▸ PROBLEM REQUIREMENTS
Pull each line containing "Gravel" out of the listing below.

------ MATERIAL TO PROCESS

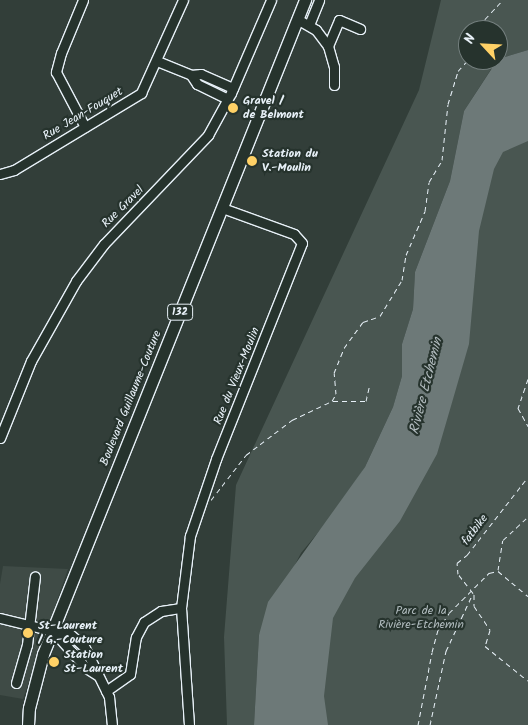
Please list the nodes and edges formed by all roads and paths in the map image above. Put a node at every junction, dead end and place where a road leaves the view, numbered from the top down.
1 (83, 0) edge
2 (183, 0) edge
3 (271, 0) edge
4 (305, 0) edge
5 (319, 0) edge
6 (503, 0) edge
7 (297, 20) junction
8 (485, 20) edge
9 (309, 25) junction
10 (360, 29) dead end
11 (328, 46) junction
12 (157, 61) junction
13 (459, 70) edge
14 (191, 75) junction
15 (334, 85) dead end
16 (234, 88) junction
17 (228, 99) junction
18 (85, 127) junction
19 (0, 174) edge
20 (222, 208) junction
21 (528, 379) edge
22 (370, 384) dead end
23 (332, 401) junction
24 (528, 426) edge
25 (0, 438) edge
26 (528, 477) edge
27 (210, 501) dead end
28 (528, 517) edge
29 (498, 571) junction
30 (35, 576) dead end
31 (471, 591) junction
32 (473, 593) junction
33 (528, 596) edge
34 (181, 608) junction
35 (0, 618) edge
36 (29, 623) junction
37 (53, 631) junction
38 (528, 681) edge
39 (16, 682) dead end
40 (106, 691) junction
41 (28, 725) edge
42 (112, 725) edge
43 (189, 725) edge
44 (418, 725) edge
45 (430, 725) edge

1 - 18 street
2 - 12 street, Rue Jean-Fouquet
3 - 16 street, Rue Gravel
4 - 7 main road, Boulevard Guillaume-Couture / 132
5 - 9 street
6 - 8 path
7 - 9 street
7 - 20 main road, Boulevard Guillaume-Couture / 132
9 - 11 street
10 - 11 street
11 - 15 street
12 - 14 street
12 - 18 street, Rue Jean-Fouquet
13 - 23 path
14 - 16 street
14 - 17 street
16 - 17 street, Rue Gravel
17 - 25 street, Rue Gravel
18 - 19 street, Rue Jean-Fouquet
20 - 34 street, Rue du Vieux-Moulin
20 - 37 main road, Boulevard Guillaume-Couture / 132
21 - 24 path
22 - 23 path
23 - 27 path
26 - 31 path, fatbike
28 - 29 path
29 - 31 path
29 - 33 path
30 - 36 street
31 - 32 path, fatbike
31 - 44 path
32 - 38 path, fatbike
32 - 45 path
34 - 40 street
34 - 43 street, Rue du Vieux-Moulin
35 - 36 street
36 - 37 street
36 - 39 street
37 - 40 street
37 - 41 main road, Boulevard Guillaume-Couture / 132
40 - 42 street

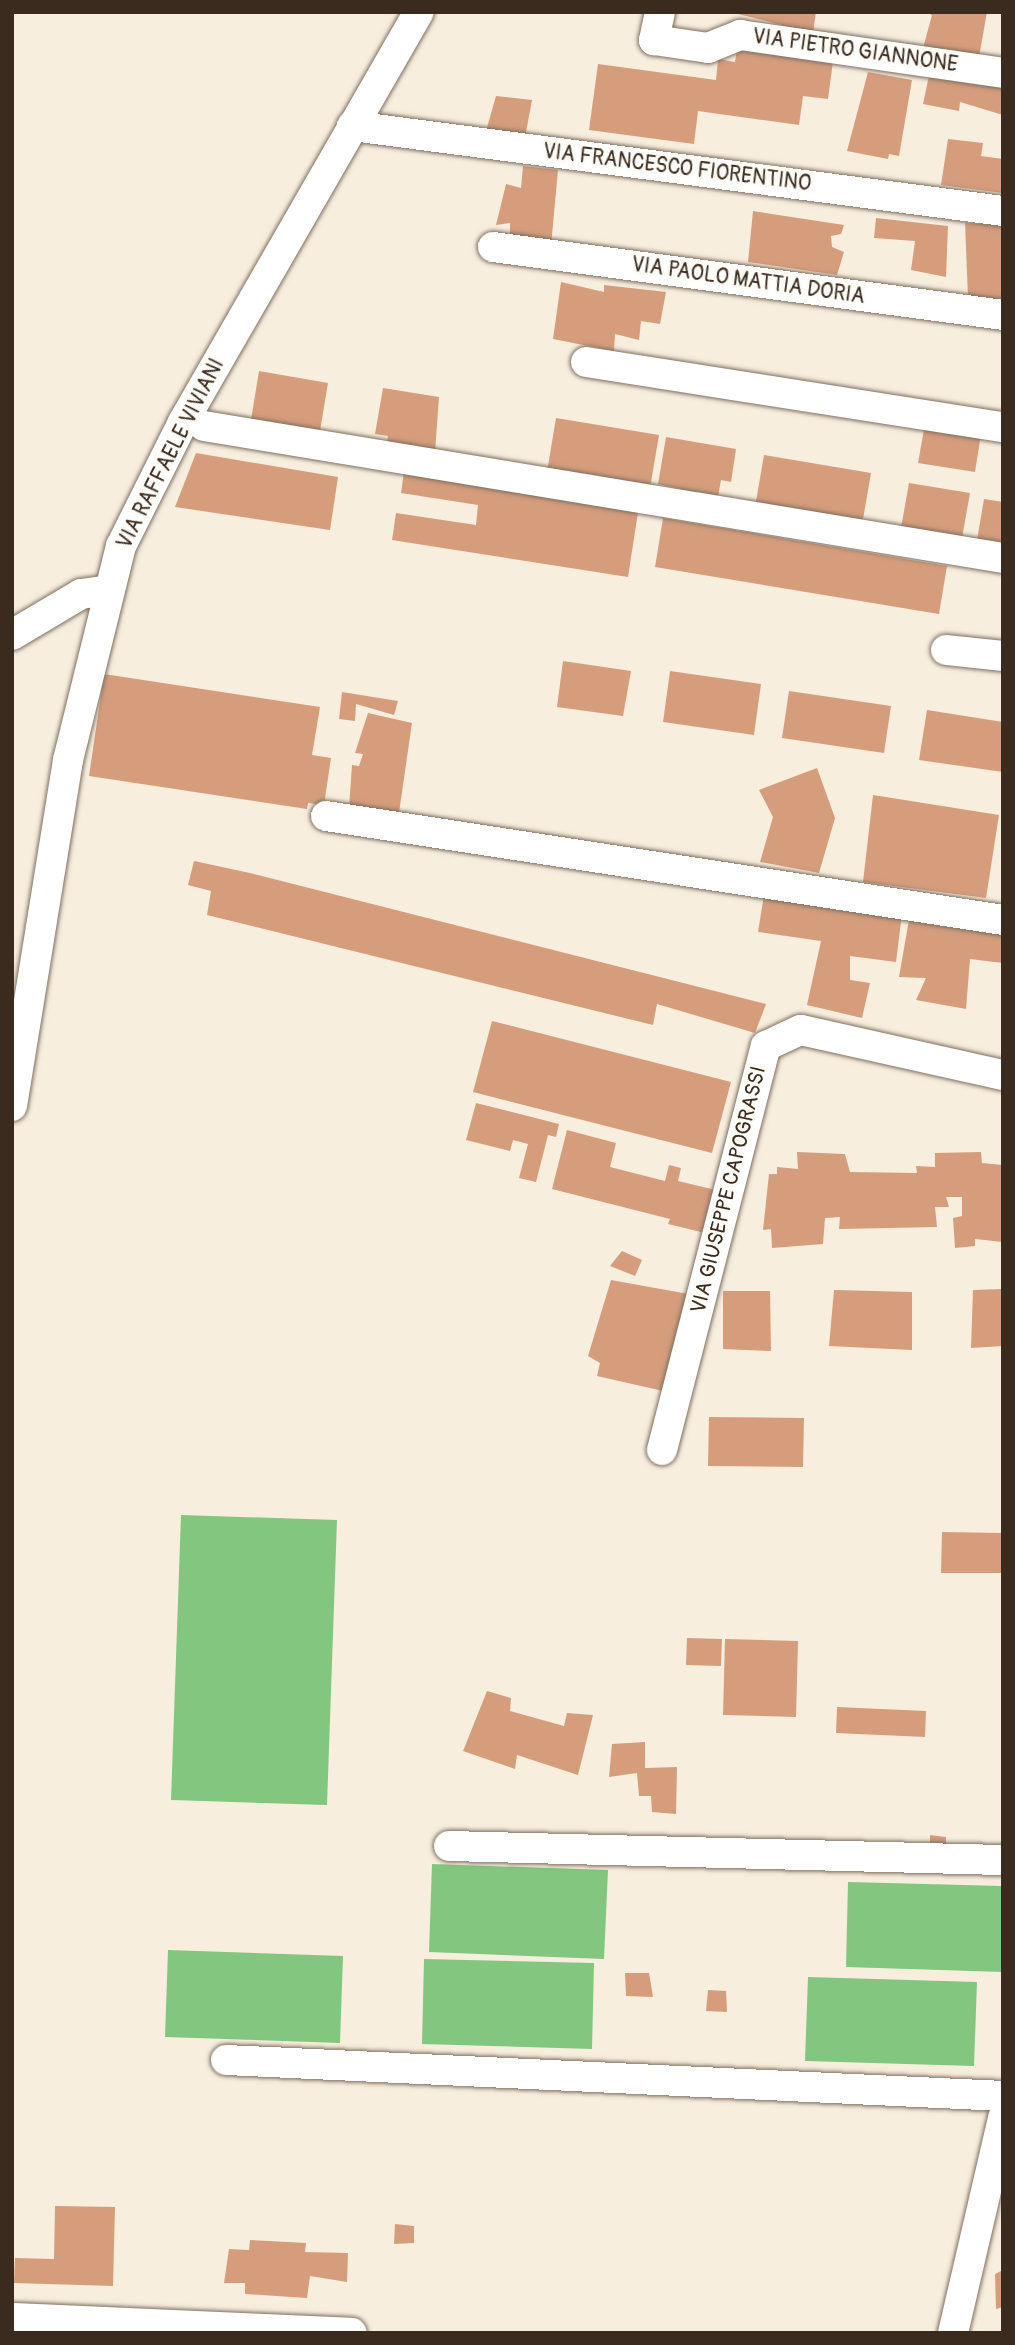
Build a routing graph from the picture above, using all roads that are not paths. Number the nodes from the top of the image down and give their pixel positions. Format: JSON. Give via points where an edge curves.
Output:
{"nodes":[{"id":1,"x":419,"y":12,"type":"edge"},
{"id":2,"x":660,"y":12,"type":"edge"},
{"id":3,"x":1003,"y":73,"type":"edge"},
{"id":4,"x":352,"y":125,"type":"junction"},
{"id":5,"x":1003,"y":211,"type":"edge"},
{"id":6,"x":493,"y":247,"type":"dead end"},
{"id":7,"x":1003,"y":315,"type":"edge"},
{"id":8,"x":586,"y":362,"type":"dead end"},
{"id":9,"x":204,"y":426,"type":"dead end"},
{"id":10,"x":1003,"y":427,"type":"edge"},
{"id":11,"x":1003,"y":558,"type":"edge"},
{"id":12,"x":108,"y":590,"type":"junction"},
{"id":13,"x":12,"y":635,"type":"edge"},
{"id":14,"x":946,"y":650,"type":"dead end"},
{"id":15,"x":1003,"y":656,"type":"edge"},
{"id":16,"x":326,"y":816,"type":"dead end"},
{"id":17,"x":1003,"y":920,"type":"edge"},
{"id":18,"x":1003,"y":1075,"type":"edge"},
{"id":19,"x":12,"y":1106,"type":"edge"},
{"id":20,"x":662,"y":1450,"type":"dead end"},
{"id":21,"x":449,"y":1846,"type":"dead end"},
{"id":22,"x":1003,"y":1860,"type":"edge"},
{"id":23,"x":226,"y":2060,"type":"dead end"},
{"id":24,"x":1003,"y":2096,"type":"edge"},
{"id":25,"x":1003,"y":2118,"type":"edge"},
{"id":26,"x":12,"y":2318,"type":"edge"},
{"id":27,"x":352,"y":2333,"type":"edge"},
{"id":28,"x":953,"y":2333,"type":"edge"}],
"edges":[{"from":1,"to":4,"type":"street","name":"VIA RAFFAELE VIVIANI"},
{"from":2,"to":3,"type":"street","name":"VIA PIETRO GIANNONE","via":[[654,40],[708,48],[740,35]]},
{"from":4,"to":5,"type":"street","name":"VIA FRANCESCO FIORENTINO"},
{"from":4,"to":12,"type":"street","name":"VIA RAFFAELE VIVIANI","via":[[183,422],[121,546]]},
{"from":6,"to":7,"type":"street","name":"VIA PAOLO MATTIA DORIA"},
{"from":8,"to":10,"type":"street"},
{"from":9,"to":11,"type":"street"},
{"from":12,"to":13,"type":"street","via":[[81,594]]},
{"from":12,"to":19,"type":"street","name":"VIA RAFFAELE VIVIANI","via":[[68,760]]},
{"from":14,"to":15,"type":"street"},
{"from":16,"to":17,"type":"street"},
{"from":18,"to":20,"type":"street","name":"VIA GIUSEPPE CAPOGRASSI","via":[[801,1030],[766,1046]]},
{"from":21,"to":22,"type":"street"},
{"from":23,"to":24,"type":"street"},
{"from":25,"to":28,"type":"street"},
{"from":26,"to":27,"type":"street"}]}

------------

▸ WRITTEN SOLUTION
3 - 16 street, Rue Gravel
16 - 17 street, Rue Gravel
17 - 25 street, Rue Gravel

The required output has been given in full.